Problem details – Type out the records again, exactly as they are.

#### Records to process ####

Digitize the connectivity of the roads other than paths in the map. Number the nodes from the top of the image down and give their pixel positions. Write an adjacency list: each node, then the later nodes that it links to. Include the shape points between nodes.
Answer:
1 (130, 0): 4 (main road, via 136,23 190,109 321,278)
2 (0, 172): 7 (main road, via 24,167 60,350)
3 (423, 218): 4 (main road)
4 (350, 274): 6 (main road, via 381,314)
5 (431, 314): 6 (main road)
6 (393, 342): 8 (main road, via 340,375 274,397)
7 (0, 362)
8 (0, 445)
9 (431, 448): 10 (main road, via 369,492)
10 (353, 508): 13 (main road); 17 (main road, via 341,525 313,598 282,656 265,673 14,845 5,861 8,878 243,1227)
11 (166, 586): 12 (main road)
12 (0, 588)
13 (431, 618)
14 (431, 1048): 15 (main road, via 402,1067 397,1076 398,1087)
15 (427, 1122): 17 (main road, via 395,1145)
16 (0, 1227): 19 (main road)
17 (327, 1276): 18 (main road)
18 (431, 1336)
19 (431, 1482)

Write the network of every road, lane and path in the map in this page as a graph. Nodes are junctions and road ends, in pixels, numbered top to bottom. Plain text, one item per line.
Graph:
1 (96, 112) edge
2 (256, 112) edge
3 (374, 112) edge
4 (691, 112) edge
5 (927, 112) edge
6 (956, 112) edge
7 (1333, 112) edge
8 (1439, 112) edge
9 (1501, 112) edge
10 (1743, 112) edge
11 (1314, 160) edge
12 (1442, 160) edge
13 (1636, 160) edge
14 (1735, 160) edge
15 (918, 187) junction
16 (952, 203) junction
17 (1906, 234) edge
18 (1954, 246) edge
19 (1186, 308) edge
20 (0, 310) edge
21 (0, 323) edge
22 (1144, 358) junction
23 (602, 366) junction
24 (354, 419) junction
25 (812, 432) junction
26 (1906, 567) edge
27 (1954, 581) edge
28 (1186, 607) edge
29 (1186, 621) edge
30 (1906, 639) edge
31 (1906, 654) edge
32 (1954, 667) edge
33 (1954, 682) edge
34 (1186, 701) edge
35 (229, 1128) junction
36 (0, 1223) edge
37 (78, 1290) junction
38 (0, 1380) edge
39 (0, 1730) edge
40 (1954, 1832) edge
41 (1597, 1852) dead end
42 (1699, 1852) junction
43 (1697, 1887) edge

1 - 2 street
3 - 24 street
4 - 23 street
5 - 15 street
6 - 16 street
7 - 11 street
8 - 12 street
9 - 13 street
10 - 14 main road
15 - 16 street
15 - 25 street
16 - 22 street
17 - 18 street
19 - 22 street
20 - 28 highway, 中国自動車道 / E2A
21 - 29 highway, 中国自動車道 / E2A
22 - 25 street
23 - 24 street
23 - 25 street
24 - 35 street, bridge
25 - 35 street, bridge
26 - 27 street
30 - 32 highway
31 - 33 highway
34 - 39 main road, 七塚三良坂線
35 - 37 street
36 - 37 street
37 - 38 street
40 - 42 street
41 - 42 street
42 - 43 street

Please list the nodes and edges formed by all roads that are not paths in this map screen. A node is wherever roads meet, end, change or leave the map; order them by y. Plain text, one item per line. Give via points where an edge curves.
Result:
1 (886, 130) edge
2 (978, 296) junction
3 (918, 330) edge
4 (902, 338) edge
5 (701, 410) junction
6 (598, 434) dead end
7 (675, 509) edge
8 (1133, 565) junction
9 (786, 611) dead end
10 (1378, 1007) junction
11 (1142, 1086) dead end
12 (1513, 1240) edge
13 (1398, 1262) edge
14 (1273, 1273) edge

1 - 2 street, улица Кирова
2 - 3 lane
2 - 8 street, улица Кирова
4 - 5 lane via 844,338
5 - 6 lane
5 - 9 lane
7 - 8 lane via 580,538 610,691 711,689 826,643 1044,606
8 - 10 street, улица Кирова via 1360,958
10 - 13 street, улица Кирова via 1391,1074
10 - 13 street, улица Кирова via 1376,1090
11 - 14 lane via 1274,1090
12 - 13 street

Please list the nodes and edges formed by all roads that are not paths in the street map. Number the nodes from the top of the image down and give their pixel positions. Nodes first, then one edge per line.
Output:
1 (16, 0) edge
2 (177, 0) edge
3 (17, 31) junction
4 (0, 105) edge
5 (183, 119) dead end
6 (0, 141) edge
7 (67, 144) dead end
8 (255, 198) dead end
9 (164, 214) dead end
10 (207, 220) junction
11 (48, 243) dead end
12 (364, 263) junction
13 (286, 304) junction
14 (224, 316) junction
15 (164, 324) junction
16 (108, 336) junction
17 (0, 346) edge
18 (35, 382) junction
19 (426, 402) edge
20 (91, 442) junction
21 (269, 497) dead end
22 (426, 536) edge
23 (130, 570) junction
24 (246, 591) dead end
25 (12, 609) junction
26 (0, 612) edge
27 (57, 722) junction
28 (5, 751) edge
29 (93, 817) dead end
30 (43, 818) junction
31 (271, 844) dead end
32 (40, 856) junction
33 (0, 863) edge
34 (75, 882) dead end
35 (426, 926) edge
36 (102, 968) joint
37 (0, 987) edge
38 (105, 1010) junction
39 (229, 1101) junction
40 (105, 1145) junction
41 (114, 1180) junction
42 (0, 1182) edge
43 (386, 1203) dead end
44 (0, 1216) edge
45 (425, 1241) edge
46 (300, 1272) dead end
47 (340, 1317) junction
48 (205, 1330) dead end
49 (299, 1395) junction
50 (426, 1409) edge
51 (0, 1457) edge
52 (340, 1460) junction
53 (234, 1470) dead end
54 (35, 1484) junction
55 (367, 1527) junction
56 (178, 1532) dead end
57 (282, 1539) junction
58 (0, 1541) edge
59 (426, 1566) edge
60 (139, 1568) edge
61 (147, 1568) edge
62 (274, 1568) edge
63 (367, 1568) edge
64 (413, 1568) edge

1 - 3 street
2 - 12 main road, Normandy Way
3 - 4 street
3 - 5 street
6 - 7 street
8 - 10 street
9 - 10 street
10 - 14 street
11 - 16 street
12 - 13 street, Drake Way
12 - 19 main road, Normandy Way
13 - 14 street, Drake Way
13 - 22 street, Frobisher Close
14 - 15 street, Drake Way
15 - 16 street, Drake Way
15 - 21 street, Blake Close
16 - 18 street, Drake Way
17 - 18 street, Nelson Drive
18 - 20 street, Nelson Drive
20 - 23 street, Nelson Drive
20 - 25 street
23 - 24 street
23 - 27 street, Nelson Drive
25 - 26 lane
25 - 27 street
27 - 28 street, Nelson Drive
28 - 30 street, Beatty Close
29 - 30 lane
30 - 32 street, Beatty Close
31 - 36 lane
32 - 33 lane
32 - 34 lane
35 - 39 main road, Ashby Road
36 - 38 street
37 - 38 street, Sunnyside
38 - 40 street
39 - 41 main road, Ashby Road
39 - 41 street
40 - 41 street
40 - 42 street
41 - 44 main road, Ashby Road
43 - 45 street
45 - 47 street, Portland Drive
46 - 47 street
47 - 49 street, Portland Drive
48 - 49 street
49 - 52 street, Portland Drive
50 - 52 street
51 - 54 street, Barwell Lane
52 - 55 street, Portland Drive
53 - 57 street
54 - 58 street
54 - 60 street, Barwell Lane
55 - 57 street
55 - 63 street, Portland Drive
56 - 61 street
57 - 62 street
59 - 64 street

####

Result for this exercise –
Digitize the connectivity of the roads other than paths in the map. Number the nodes from the top of the image down and give their pixel positions. Write an adjacency list: each node, then the later nodes that it links to. Include the shape points between nodes.
Answer:
1 (130, 0): 4 (main road, via 136,23 190,109 321,278)
2 (0, 172): 7 (main road, via 24,167 60,350)
3 (423, 218): 4 (main road)
4 (350, 274): 6 (main road, via 381,314)
5 (431, 314): 6 (main road)
6 (393, 342): 8 (main road, via 340,375 274,397)
7 (0, 362)
8 (0, 445)
9 (431, 448): 10 (main road, via 369,492)
10 (353, 508): 13 (main road); 17 (main road, via 341,525 313,598 282,656 265,673 14,845 5,861 8,878 243,1227)
11 (166, 586): 12 (main road)
12 (0, 588)
13 (431, 618)
14 (431, 1048): 15 (main road, via 402,1067 397,1076 398,1087)
15 (427, 1122): 17 (main road, via 395,1145)
16 (0, 1227): 19 (main road)
17 (327, 1276): 18 (main road)
18 (431, 1336)
19 (431, 1482)

Write the network of every road, lane and path in the map in this page as a graph. Nodes are junctions and road ends, in pixels, numbered top to bottom. Plain text, one item per line.
Graph:
1 (96, 112) edge
2 (256, 112) edge
3 (374, 112) edge
4 (691, 112) edge
5 (927, 112) edge
6 (956, 112) edge
7 (1333, 112) edge
8 (1439, 112) edge
9 (1501, 112) edge
10 (1743, 112) edge
11 (1314, 160) edge
12 (1442, 160) edge
13 (1636, 160) edge
14 (1735, 160) edge
15 (918, 187) junction
16 (952, 203) junction
17 (1906, 234) edge
18 (1954, 246) edge
19 (1186, 308) edge
20 (0, 310) edge
21 (0, 323) edge
22 (1144, 358) junction
23 (602, 366) junction
24 (354, 419) junction
25 (812, 432) junction
26 (1906, 567) edge
27 (1954, 581) edge
28 (1186, 607) edge
29 (1186, 621) edge
30 (1906, 639) edge
31 (1906, 654) edge
32 (1954, 667) edge
33 (1954, 682) edge
34 (1186, 701) edge
35 (229, 1128) junction
36 (0, 1223) edge
37 (78, 1290) junction
38 (0, 1380) edge
39 (0, 1730) edge
40 (1954, 1832) edge
41 (1597, 1852) dead end
42 (1699, 1852) junction
43 (1697, 1887) edge

1 - 2 street
3 - 24 street
4 - 23 street
5 - 15 street
6 - 16 street
7 - 11 street
8 - 12 street
9 - 13 street
10 - 14 main road
15 - 16 street
15 - 25 street
16 - 22 street
17 - 18 street
19 - 22 street
20 - 28 highway, 中国自動車道 / E2A
21 - 29 highway, 中国自動車道 / E2A
22 - 25 street
23 - 24 street
23 - 25 street
24 - 35 street, bridge
25 - 35 street, bridge
26 - 27 street
30 - 32 highway
31 - 33 highway
34 - 39 main road, 七塚三良坂線
35 - 37 street
36 - 37 street
37 - 38 street
40 - 42 street
41 - 42 street
42 - 43 street

Please list the nodes and edges formed by all roads that are not paths in this map screen. A node is wherever roads meet, end, change or leave the map; order them by y. Plain text, one item per line. Give via points where an edge curves.
Result:
1 (886, 130) edge
2 (978, 296) junction
3 (918, 330) edge
4 (902, 338) edge
5 (701, 410) junction
6 (598, 434) dead end
7 (675, 509) edge
8 (1133, 565) junction
9 (786, 611) dead end
10 (1378, 1007) junction
11 (1142, 1086) dead end
12 (1513, 1240) edge
13 (1398, 1262) edge
14 (1273, 1273) edge

1 - 2 street, улица Кирова
2 - 3 lane
2 - 8 street, улица Кирова
4 - 5 lane via 844,338
5 - 6 lane
5 - 9 lane
7 - 8 lane via 580,538 610,691 711,689 826,643 1044,606
8 - 10 street, улица Кирова via 1360,958
10 - 13 street, улица Кирова via 1391,1074
10 - 13 street, улица Кирова via 1376,1090
11 - 14 lane via 1274,1090
12 - 13 street

Please list the nodes and edges formed by all roads that are not paths in the street map. Number the nodes from the top of the image down and give their pixel positions. Nodes first, then one edge per line.
Output:
1 (16, 0) edge
2 (177, 0) edge
3 (17, 31) junction
4 (0, 105) edge
5 (183, 119) dead end
6 (0, 141) edge
7 (67, 144) dead end
8 (255, 198) dead end
9 (164, 214) dead end
10 (207, 220) junction
11 (48, 243) dead end
12 (364, 263) junction
13 (286, 304) junction
14 (224, 316) junction
15 (164, 324) junction
16 (108, 336) junction
17 (0, 346) edge
18 (35, 382) junction
19 (426, 402) edge
20 (91, 442) junction
21 (269, 497) dead end
22 (426, 536) edge
23 (130, 570) junction
24 (246, 591) dead end
25 (12, 609) junction
26 (0, 612) edge
27 (57, 722) junction
28 (5, 751) edge
29 (93, 817) dead end
30 (43, 818) junction
31 (271, 844) dead end
32 (40, 856) junction
33 (0, 863) edge
34 (75, 882) dead end
35 (426, 926) edge
36 (102, 968) joint
37 (0, 987) edge
38 (105, 1010) junction
39 (229, 1101) junction
40 (105, 1145) junction
41 (114, 1180) junction
42 (0, 1182) edge
43 (386, 1203) dead end
44 (0, 1216) edge
45 (425, 1241) edge
46 (300, 1272) dead end
47 (340, 1317) junction
48 (205, 1330) dead end
49 (299, 1395) junction
50 (426, 1409) edge
51 (0, 1457) edge
52 (340, 1460) junction
53 (234, 1470) dead end
54 (35, 1484) junction
55 (367, 1527) junction
56 (178, 1532) dead end
57 (282, 1539) junction
58 (0, 1541) edge
59 (426, 1566) edge
60 (139, 1568) edge
61 (147, 1568) edge
62 (274, 1568) edge
63 (367, 1568) edge
64 (413, 1568) edge

1 - 3 street
2 - 12 main road, Normandy Way
3 - 4 street
3 - 5 street
6 - 7 street
8 - 10 street
9 - 10 street
10 - 14 street
11 - 16 street
12 - 13 street, Drake Way
12 - 19 main road, Normandy Way
13 - 14 street, Drake Way
13 - 22 street, Frobisher Close
14 - 15 street, Drake Way
15 - 16 street, Drake Way
15 - 21 street, Blake Close
16 - 18 street, Drake Way
17 - 18 street, Nelson Drive
18 - 20 street, Nelson Drive
20 - 23 street, Nelson Drive
20 - 25 street
23 - 24 street
23 - 27 street, Nelson Drive
25 - 26 lane
25 - 27 street
27 - 28 street, Nelson Drive
28 - 30 street, Beatty Close
29 - 30 lane
30 - 32 street, Beatty Close
31 - 36 lane
32 - 33 lane
32 - 34 lane
35 - 39 main road, Ashby Road
36 - 38 street
37 - 38 street, Sunnyside
38 - 40 street
39 - 41 main road, Ashby Road
39 - 41 street
40 - 41 street
40 - 42 street
41 - 44 main road, Ashby Road
43 - 45 street
45 - 47 street, Portland Drive
46 - 47 street
47 - 49 street, Portland Drive
48 - 49 street
49 - 52 street, Portland Drive
50 - 52 street
51 - 54 street, Barwell Lane
52 - 55 street, Portland Drive
53 - 57 street
54 - 58 street
54 - 60 street, Barwell Lane
55 - 57 street
55 - 63 street, Portland Drive
56 - 61 street
57 - 62 street
59 - 64 street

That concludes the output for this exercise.